The few Super Clubs are somewhat riding the coattails of the world sport that FIFA created. FIFA and UEFA is all about keeping soccer accessible to small clubs, because they feel this is where the base level of value comes from.

It just so happens, that since the Super Clubs do spend the money to bring together the best players, they see a lot of football’s value concentrated, but that really starts at that local club level in sparking interest, finding and developing talent.

Thoughts on each:

The Super Club’s owner’s interpretation of market research reminds me of company’s I’ve worked with. It seems overly simplistic. Maybe they don’t really care and are using research just as way to bolster their side. But, if they are truly concerned about the future because younger people are tuning in less, I’d pose this question.

Tuning in less compared to what? Compared to older generations at the moment or compared to prior younger generations 10, 20 and 30 years ago?

I’ve seen company managers make the mistake of reacting to the former, believing it was a sign of things to come so they need to do something now! But, when they do the comparison to prior generations of young folks, they find that viewership is either about the same or better. Which means, that sometimes it takes awhile to grow into viewing a sport. It turns out, young folks have a lot of things to do with their time. But, as they get older and settle down, watching the match becomes something they do more.

Recently on Twitter, Alexi Lalas analogized pro-pro/rel folks in the US of being for letting someone live in someone else’s house rent free. In this case, he said that turning MLS into pro/rel would allow clubs that get promoted into MLS to benefit from all the investment MLS has made.

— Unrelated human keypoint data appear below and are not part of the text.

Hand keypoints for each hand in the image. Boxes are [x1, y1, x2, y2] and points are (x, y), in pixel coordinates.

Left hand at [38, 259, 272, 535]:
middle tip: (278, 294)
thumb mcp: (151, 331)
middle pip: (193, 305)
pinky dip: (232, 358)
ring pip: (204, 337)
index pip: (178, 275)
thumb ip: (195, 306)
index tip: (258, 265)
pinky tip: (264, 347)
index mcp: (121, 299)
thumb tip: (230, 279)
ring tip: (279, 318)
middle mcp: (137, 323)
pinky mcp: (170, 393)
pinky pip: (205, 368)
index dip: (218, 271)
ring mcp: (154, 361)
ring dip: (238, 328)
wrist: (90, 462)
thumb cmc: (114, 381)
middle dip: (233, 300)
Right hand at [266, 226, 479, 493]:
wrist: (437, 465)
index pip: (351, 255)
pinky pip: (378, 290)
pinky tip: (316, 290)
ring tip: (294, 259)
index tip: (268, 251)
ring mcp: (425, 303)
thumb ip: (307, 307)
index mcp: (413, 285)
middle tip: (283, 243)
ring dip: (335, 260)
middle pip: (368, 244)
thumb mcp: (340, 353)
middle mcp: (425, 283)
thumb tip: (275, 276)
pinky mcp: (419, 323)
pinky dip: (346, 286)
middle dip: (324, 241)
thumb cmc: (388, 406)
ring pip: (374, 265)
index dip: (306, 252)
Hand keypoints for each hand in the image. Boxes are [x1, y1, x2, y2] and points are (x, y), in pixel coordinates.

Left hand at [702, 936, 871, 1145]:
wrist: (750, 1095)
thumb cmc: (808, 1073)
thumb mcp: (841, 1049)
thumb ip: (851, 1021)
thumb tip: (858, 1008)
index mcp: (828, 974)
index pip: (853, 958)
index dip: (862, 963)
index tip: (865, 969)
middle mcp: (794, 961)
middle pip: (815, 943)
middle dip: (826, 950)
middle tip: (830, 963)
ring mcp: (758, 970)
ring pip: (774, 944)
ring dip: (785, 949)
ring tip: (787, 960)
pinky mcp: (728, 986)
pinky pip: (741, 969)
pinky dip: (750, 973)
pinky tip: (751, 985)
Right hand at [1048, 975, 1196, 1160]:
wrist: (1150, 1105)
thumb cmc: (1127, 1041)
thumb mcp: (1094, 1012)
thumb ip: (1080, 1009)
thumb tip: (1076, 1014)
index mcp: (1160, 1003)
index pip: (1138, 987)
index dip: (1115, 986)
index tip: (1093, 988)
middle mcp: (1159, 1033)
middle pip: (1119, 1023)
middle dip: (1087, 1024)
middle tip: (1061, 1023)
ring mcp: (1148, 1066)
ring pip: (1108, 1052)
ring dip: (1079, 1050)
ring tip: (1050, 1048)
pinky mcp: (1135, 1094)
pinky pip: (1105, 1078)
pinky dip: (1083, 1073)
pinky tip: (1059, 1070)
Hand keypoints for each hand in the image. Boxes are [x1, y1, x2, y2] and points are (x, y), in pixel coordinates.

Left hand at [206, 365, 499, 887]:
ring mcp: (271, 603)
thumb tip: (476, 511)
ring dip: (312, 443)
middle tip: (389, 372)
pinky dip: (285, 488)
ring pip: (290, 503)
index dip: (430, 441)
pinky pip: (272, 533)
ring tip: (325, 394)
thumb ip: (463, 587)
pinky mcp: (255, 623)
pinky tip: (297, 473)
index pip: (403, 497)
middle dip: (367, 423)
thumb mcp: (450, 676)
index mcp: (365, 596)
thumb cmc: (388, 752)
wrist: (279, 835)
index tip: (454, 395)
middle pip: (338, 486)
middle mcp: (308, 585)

This reminded me of the Super Club/UEFA tension. The Super Clubs thought they were soccer. But, when UEFA said it would ban Super Clubs and its players from participating in UEFA/FIFA sanctioned competitions, like the clubs’ home leagues or the World Cup, then that pretty much ended the Super Club.

It made me think of Lalas’ analogy. Whom is living in whose house rent free?

The Super Clubs realized how much of their value was tied to these competitions. They claimed UEFA acted in a monopolistic manner and I think that may still be in court on that.

But, regardless of the legal outcome, it gets to the truth of how much value the Super Clubs owe to FIFA. A lot. Maybe most.

These clubs could go it alone and break free of FIFA altogether, but they know that would basically be starting from scratch with a brand new sport that might look and feel like soccer, but would not likely have the best players and people would not tune in and their clubs would quickly lose value.

Finally, what strikes me is how all of these arguments also apply to MLS, which is basically a super league in the U.S. and operates as an approved FIFA exception to the very same sporting merit principle codified in FIFA’s guidelines, that was staunchly applied to keep the Super League from forming.

I’m wondering when others will notice that.

“Home Field Disadvantage: How the Organization of Soccer in the United States Affects Athletic and Economic Competitiveness”

In the Michigan Law Review, Carolina Velarde, does a great job of explaining the complex particulars of the overly bureaucratic soccer organization in the U.S. in her paper titled, Home Fie Disadvantage: How the Organization of Soccer in the United States Affects Athletic and Economic Competitiveness (HT: The Chris Kessel on Twitter).

Such a great title. The way soccer has been organized in the U.S., which we are gaslighted into believing to help it, hurts it, giving us a disadvantage on the world stage.

In an attempt to summarize, Velarde lays out how the soccer powers that be in the U.S. have used the VERY laws meant to protect consumers, by restraining monopoly powers and maintaining competitiveness, are used for the opposite, to achieve virtual monopoly powers and keep a lid on competition.